Stored data:
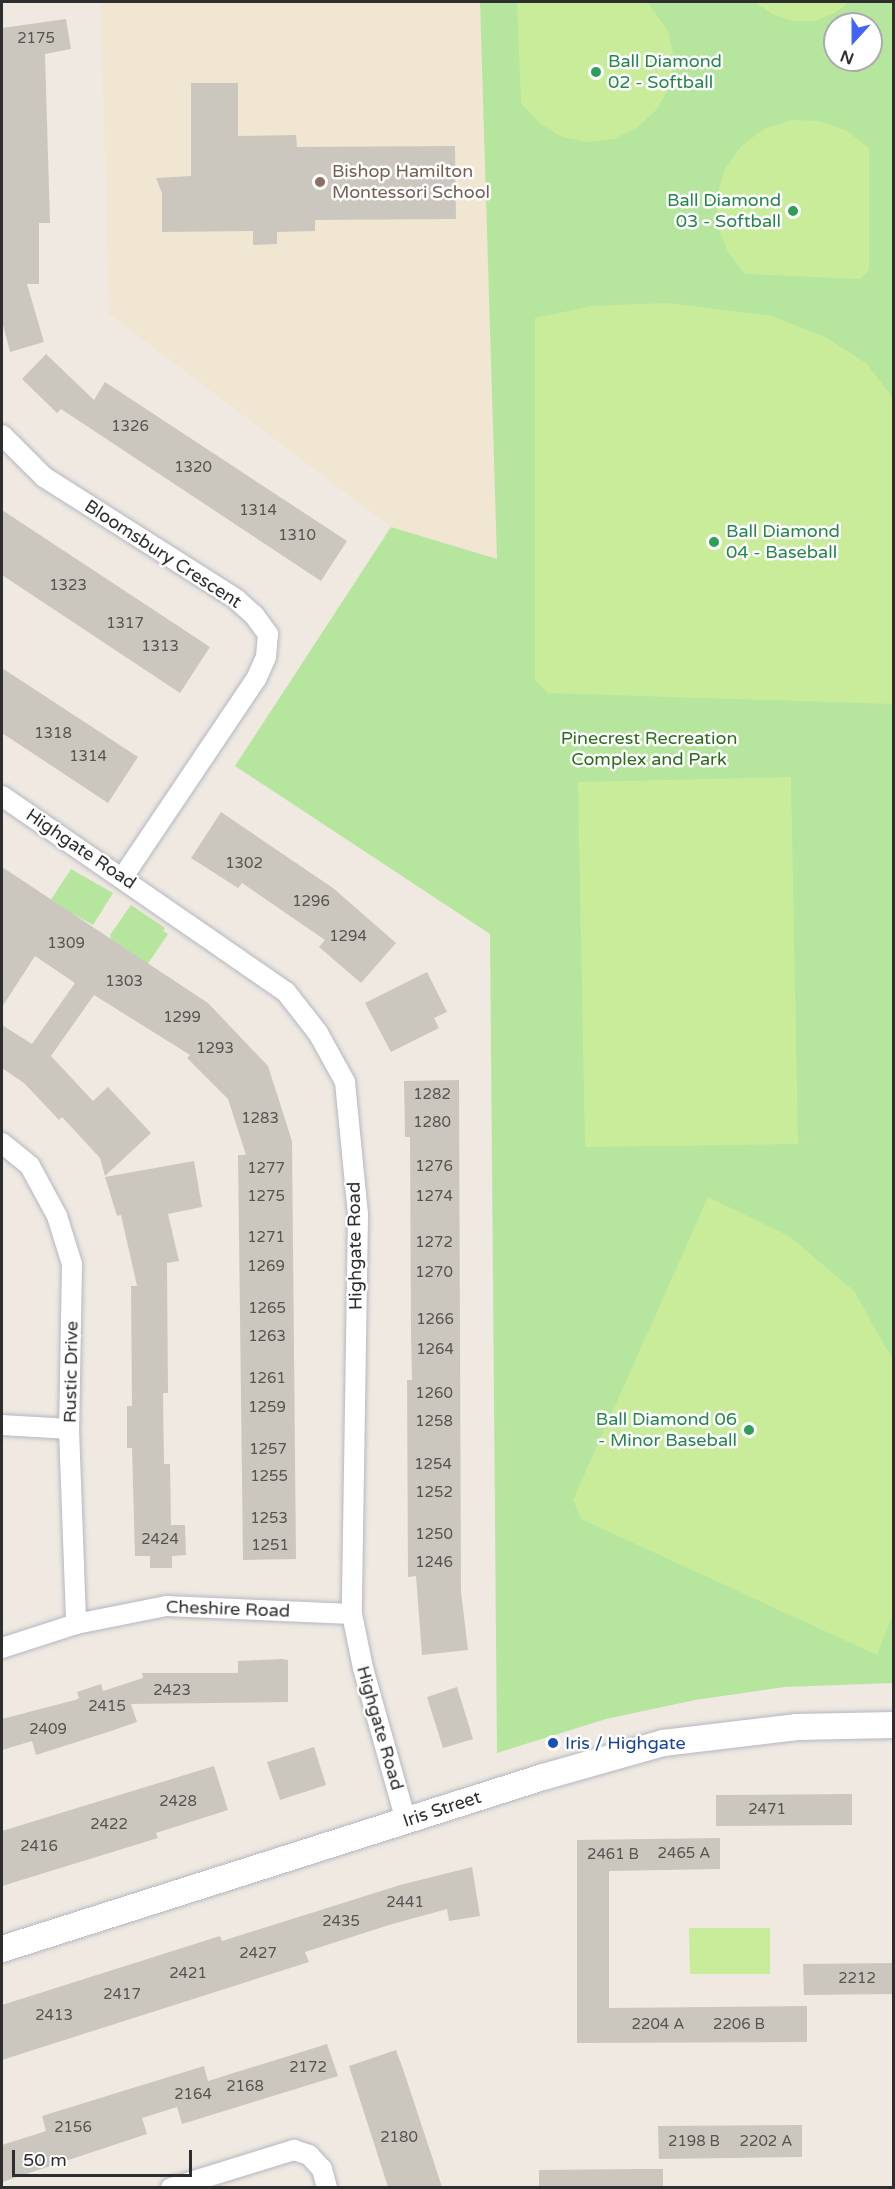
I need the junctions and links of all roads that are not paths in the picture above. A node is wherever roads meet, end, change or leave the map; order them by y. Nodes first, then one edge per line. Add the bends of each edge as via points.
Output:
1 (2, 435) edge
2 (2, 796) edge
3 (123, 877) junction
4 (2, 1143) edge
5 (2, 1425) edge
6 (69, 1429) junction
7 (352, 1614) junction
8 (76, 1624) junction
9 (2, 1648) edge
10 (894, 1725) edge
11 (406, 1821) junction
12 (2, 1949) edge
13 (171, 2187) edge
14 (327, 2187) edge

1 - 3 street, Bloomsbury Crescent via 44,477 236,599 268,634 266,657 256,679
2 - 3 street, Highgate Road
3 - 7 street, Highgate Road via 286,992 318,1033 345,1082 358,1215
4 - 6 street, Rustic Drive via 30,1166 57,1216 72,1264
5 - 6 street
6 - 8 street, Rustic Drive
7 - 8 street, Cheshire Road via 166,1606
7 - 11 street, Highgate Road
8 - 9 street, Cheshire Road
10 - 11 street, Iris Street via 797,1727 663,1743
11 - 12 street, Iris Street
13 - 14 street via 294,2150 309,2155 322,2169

* * *

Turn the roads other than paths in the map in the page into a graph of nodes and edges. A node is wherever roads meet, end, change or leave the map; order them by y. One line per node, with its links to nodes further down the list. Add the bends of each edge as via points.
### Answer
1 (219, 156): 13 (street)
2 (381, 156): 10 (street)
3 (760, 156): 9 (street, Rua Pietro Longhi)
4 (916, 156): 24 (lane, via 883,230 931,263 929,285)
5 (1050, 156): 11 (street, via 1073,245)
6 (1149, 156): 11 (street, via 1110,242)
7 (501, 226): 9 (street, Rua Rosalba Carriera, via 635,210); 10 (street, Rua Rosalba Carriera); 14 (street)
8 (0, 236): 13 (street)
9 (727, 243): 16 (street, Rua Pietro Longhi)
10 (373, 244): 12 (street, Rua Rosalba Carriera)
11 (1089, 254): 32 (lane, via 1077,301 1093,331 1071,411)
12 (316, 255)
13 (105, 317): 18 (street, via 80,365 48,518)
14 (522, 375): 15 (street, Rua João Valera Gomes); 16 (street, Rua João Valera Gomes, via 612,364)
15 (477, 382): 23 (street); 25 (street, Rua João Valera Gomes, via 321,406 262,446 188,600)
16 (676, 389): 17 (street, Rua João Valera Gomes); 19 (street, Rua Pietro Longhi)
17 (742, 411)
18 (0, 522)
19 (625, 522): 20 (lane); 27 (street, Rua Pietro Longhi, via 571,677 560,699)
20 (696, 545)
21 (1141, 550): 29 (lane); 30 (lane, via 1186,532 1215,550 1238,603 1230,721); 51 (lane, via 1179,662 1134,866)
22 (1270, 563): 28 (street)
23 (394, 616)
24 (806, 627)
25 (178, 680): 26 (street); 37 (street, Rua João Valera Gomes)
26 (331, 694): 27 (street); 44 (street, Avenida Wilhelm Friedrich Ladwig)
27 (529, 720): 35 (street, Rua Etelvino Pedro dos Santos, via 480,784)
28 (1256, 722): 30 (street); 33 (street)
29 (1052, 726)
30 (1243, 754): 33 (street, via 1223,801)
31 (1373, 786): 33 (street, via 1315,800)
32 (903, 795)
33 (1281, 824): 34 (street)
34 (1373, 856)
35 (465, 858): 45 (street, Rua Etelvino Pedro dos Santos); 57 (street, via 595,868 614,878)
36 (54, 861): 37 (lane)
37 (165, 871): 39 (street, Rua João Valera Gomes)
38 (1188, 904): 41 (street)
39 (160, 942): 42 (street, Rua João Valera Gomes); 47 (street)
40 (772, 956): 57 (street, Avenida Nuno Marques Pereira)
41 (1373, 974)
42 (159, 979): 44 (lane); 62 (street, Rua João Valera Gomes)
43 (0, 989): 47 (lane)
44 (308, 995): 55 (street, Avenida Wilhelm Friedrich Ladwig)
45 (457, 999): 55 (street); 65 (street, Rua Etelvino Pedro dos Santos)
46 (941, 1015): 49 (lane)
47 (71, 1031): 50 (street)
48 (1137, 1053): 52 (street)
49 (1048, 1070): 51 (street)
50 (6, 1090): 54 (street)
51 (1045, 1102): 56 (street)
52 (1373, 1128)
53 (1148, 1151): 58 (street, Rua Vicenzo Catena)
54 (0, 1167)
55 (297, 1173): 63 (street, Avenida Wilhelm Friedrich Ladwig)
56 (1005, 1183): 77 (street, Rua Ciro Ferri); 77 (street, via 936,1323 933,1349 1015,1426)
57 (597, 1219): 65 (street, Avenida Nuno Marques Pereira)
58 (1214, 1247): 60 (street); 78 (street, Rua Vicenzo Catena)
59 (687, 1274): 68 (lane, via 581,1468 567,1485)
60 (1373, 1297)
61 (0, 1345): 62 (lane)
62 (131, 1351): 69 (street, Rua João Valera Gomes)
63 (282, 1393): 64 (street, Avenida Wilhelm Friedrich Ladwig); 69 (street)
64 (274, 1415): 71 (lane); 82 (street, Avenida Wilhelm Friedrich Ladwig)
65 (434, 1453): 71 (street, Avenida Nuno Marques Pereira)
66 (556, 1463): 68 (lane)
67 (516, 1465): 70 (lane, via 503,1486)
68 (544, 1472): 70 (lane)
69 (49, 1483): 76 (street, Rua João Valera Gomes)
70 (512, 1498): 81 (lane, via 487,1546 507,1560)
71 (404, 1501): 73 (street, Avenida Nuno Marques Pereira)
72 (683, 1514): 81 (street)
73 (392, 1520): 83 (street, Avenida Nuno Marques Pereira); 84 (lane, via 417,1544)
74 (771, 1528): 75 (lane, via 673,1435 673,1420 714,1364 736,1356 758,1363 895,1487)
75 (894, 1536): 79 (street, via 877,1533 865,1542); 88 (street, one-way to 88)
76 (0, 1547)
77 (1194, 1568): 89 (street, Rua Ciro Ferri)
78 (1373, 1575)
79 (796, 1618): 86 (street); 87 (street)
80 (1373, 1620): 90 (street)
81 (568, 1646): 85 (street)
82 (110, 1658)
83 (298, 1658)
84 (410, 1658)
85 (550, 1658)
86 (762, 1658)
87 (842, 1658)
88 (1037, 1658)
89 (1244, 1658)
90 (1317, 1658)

**Assignment:**
The records are given above. Copy each line in them that holds "wherever".

**Response area:**
I need the junctions and links of all roads that are not paths in the picture above. A node is wherever roads meet, end, change or leave the map; order them by y. Nodes first, then one edge per line. Add the bends of each edge as via points.
Turn the roads other than paths in the map in the page into a graph of nodes and edges. A node is wherever roads meet, end, change or leave the map; order them by y. One line per node, with its links to nodes further down the list. Add the bends of each edge as via points.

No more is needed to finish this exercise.